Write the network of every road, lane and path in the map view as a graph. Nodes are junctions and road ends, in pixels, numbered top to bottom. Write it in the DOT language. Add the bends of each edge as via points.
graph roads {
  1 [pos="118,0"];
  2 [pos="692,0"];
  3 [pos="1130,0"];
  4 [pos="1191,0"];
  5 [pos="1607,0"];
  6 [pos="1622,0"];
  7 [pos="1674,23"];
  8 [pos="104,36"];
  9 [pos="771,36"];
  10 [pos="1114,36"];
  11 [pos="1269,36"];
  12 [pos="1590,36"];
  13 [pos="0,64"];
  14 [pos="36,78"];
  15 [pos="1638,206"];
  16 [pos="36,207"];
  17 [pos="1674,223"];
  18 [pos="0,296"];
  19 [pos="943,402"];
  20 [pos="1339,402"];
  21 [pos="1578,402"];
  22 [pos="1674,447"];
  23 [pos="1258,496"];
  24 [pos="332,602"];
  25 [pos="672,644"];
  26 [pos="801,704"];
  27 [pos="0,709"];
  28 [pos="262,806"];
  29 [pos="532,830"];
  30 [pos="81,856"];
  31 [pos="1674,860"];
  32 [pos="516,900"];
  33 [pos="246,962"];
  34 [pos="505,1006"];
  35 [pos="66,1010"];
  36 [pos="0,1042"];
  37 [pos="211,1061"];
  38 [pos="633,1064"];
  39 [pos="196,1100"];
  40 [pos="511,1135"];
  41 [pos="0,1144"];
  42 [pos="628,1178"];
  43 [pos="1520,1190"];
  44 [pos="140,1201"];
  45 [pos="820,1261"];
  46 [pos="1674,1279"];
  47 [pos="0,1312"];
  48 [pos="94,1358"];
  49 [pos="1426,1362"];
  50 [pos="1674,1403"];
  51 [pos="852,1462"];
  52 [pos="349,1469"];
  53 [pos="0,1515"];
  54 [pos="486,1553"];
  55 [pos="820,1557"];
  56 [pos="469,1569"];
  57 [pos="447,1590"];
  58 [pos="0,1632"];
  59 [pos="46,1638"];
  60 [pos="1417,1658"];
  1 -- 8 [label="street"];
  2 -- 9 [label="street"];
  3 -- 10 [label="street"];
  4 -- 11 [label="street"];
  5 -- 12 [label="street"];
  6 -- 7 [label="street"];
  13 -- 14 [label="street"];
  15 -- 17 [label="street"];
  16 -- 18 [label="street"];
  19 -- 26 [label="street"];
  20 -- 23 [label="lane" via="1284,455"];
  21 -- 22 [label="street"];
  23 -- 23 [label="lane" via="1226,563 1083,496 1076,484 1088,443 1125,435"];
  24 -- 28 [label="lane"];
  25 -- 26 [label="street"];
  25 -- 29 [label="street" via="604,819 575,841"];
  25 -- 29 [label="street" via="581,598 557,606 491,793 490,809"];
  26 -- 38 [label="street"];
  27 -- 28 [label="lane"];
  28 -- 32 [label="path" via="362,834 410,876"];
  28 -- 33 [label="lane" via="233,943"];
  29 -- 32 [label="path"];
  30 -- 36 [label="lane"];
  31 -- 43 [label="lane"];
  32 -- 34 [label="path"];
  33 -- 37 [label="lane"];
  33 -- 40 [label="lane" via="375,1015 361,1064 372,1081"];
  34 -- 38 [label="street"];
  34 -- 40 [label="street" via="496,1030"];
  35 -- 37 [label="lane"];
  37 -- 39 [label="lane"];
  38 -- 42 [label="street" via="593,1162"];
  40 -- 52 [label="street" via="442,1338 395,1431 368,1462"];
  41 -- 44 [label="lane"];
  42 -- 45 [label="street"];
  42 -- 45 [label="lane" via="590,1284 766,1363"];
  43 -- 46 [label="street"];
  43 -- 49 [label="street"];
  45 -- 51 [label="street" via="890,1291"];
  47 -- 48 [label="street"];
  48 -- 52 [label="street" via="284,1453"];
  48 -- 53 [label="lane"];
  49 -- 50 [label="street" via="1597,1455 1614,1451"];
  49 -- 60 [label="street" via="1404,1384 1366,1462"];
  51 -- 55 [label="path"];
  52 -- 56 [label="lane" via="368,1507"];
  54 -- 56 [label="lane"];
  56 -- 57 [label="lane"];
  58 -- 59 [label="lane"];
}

Activity
Whenever the string "graph" turns up in a line above, copy that line out.

The answer
Write the network of every road, lane and path in the map view as a graph. Nodes are junctions and road ends, in pixels, numbered top to bottom. Write it in the DOT language. Add the bends of each edge as via points.
graph roads {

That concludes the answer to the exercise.